4 1/2 yrs since it's been installed.


----------



## Lynx_Arc (Nov 23, 2004)

*Re: 12v sealed lead acid battery, recharge or repl*

sounds like it is just worn out. Most lead acid batteries on constant trickle charge seem to last around 5 years for what I have experienced. I am not entirely familiar with home alarm systems but my *guess* would be disconnecting the battery probably wouldn't set it off, perhaps you should try to consult the manufacturers website for information about replacing the battery first before attempting.

I had a friend whose parents had the alarm company come out to replace their battery at $40-50 and I saw one listed the same size/specification for about $14.00 at batterystation.com. I would also suggest checking home depot, lowes, etc for prices too. If you cannot find an exact replacement a slightly larger or smaller one of the same voltage should suffice with larger being longer runtime off of the battery etc.


----------



## RussH (Nov 23, 2004)

*Re: 12v sealed lead acid battery, recharge or repl*

Gell cell batteries on float charge do tend to last only about 5 years. Keeping them charged keeps the acid at it's strongest and the usual failure mode is for the plates to dissolve (positive plate, IIRC) in the acid. They don't last much longer (if any) on cyclic charge since they usually are left partly charged (often) and therefore sulfate. The other main failure mode is loss of water from overcharging - that can happen on float charge, also.

Your alarm is expecting you to have a back up battery and in fact has to have one to meet certain fire codes.
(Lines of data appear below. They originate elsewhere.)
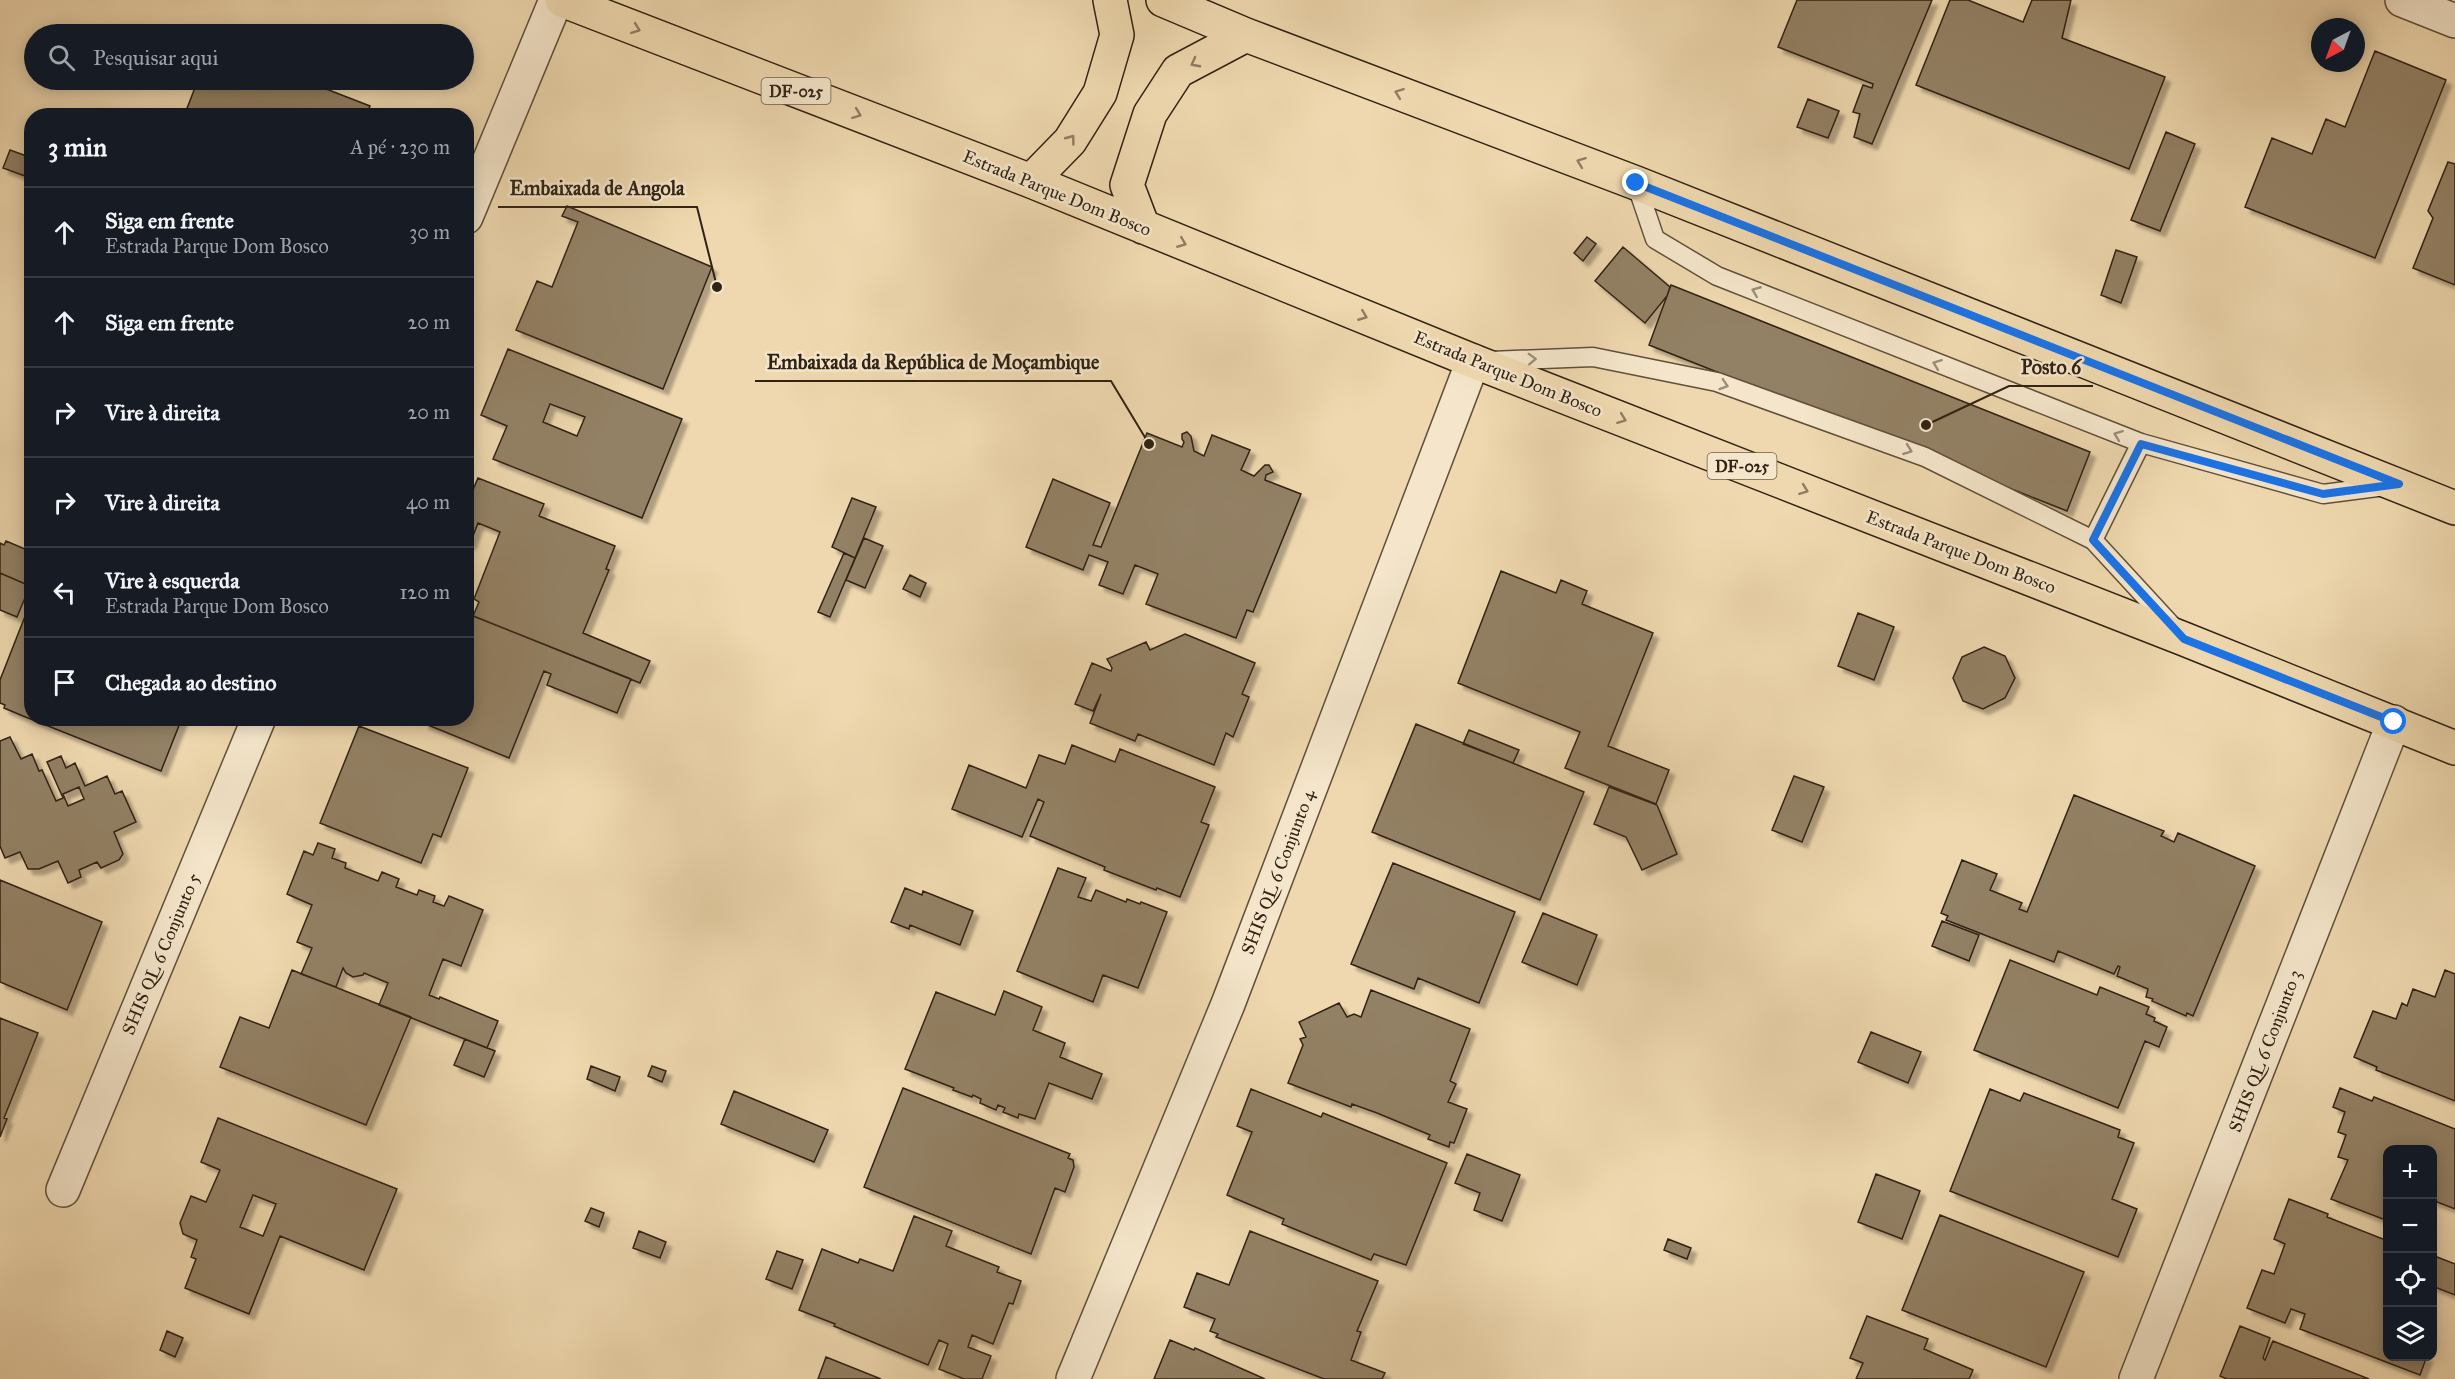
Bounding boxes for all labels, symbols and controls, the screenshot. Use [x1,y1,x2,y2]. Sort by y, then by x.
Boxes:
north arrow [2311,18,2365,72]
one-way arrow [630,21,641,34]
search box [24,24,474,90]
icon: search [45,41,78,74]
text: Pesquisar aqui [93,44,218,71]
one-way arrow [1190,55,1201,67]
road number: DF-025 [762,78,830,104]
one-way arrow [1394,88,1405,100]
one-way arrow [851,107,862,119]
text: 3 min [48,131,107,163]
one-way arrow [1064,134,1075,145]
text: A pé · 230 m [350,135,450,159]
street label: Estrada Parque Dom Bosco [959,145,1154,242]
one-way arrow [1576,157,1587,169]
callout: Embaixada de Angola [498,169,697,207]
route end [1622,169,1648,195]
text: Embaixada de Angola [509,176,685,201]
text: Siga em frente [105,207,234,234]
icon: ahead [48,216,81,249]
text: 30 m [409,220,450,244]
text: Estrada Parque Dom Bosco [105,234,329,258]
one-way arrow [1176,236,1187,248]
one-way arrow [1751,286,1762,298]
icon: ahead [48,306,81,339]
text: Siga em frente [105,309,234,336]
one-way arrow [1357,309,1368,322]
text: 20 m [407,310,450,334]
street label: Estrada Parque Dom Bosco [1410,326,1605,423]
callout: Embaixada da República de Moçambique [755,343,1111,381]
callout: Posto 6 [2009,348,2093,386]
text: Embaixada da República de Moçambique [767,350,1100,375]
one-way arrow [1527,353,1536,366]
text: Posto 6 [2021,355,2083,379]
one-way arrow [1932,359,1943,371]
one-way arrow [1718,378,1729,391]
icon: right [48,396,81,429]
text: Vire à direita [105,399,220,426]
text: 20 m [407,400,450,424]
one-way arrow [1616,412,1627,425]
one-way arrow [2114,429,2124,442]
one-way arrow [1902,443,1912,456]
road number: DF-025 [1708,453,1776,479]
one-way arrow [1798,483,1809,496]
icon: right [48,486,81,519]
text: Vire à direita [105,489,220,516]
text: 40 m [406,490,450,514]
street label: Estrada Parque Dom Bosco [1863,506,2059,599]
text: Vire à esquerda [105,567,239,594]
icon: left [48,576,81,609]
text: 120 m [399,580,450,604]
text: Estrada Parque Dom Bosco [105,594,329,618]
icon: arrive [48,666,81,699]
text: Chegada ao destino [105,669,276,696]
route start [2380,708,2406,734]
street label: SHIS QL 6 Conjunto 4 [1236,785,1320,958]
street label: SHIS QL 6 Conjunto 5 [117,869,205,1038]
street label: SHIS QL 6 Conjunto 3 [2224,967,2306,1135]
map controls [2383,1145,2437,1361]
button: + [2383,1145,2437,1199]
button: − [2383,1199,2437,1253]
button: locate [2383,1253,2437,1307]
button: layers [2383,1307,2437,1361]

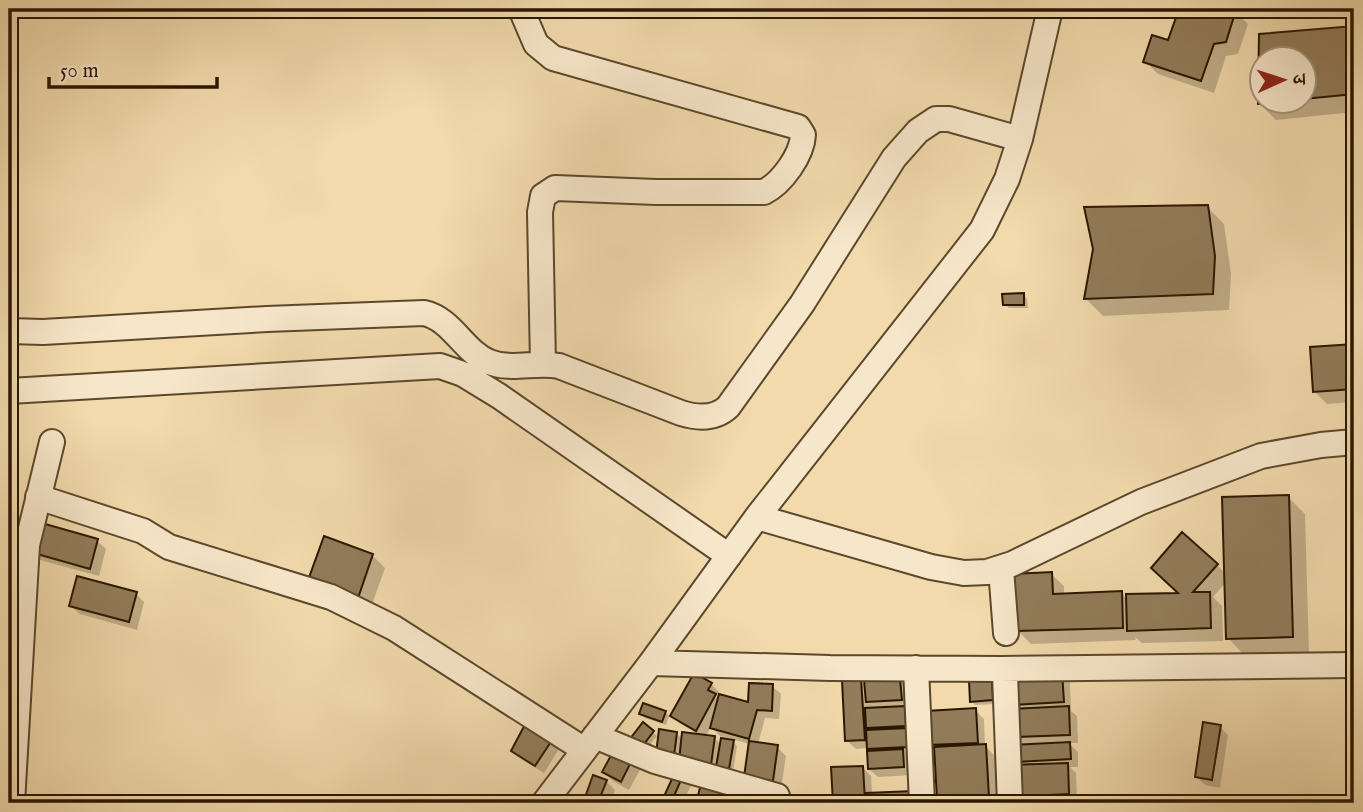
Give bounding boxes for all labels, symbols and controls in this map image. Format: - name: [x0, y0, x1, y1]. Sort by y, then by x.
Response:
- scale bar: [49, 46, 217, 90]
- north arrow: [1248, 46, 1318, 116]
- text: 50 m: [60, 58, 99, 85]
- text: उ: [1286, 72, 1310, 86]

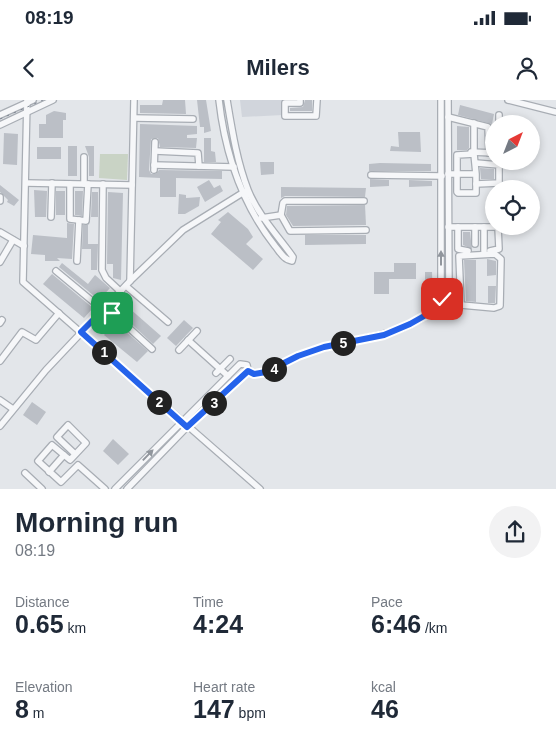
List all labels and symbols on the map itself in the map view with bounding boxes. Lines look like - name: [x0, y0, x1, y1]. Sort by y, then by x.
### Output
- north arrow: [485, 115, 540, 170]
- one-way arrow: [437, 250, 445, 266]
- pin: [421, 278, 463, 320]
- pin: [91, 292, 133, 334]
- pin: 5: [330, 330, 356, 356]
- pin: 1: [92, 340, 116, 364]
- pin: 4: [262, 356, 286, 382]
- pin: 2: [146, 390, 172, 414]
- pin: 3: [202, 390, 226, 416]
- one-way arrow: [142, 449, 154, 461]

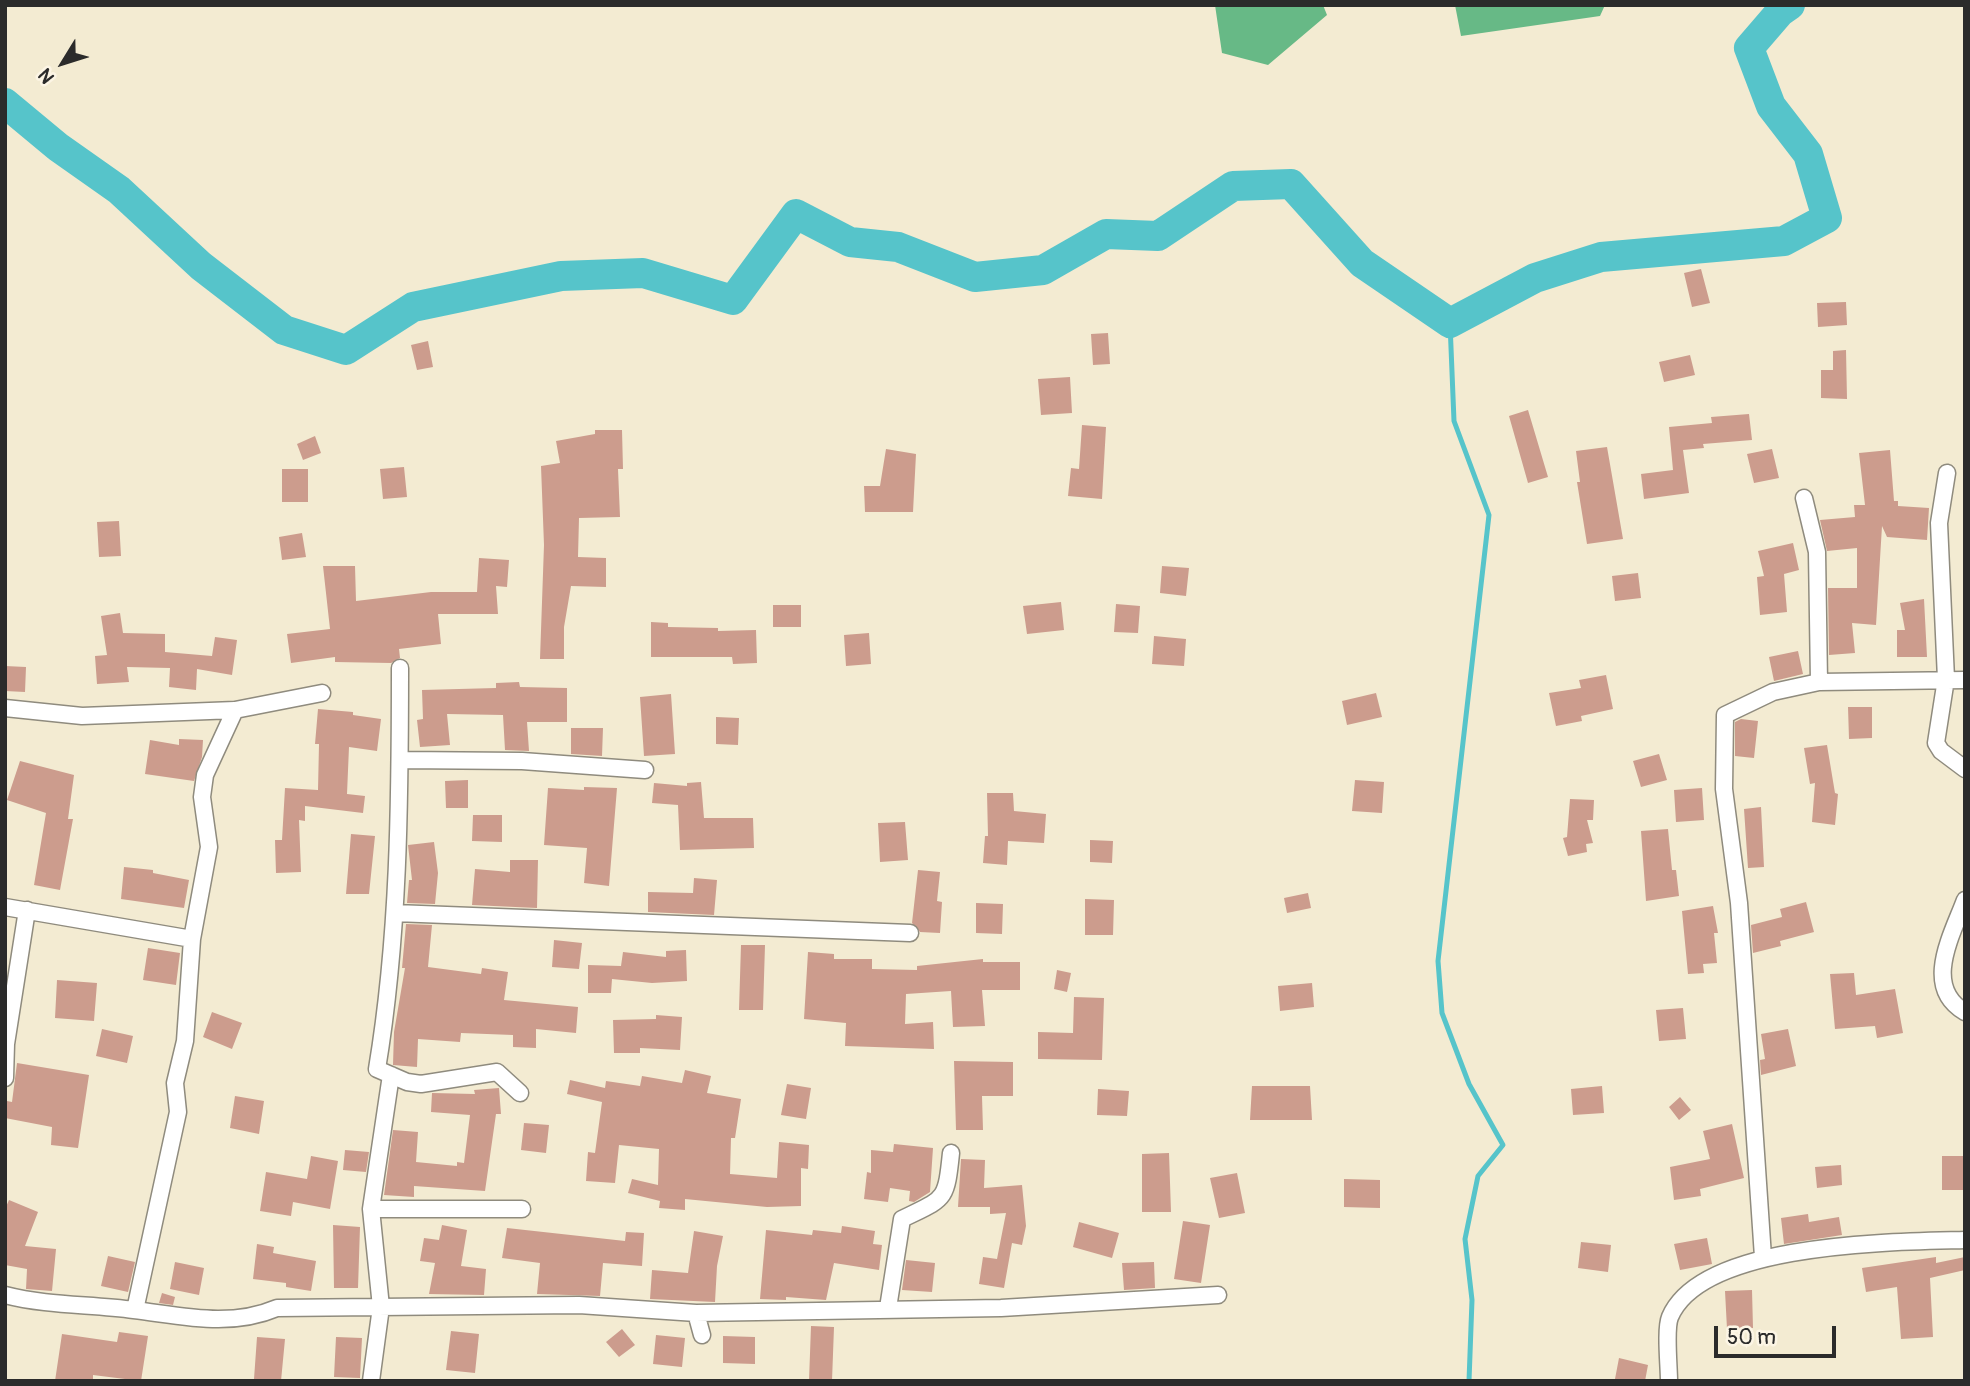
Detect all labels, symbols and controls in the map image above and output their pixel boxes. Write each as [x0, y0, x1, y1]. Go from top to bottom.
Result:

It's not uncommon to loose your electricity when there is a fire, especially since the electrical system is often the cause. Most of them show some kind of signal when the battery isn't there. Mine for example has an LED that lights up (I don't recall exactly what it does). Anyway, I can tell when the power has been off OR if it is running on the backup battery OR if the battery is dead (run down, not necessarily DEAD). Obviously, your alarm won't work when your power is off (without the battery), including if your burglar disconnects your power (Hey, it happens!). 

Home Depot usually has them and any electronic place should, even Radio Shack, as well as electrical distributors since they supply the alarm installers.


----------



## Tree (Nov 23, 2004)

*Re: 12v sealed lead acid battery, recharge or repl*

Great info, thanks guys. /ubbthreads/images/graemlins/bowdown.gif /ubbthreads/images/graemlins/thanks.gif


----------



## Lynx_Arc (Nov 23, 2004)

*Re: 12v sealed lead acid battery, recharge or repl*

Thanks go as much to CPF itself, I doubt either RussH or I would have been able to help if it were not to this forum and its members inspiring us to hang out here.


----------



## Tree (Nov 23, 2004)

*Re: 12v sealed lead acid battery, recharge or repl*

I'm always thankfull for CPF. Hanging out here has taught me so much.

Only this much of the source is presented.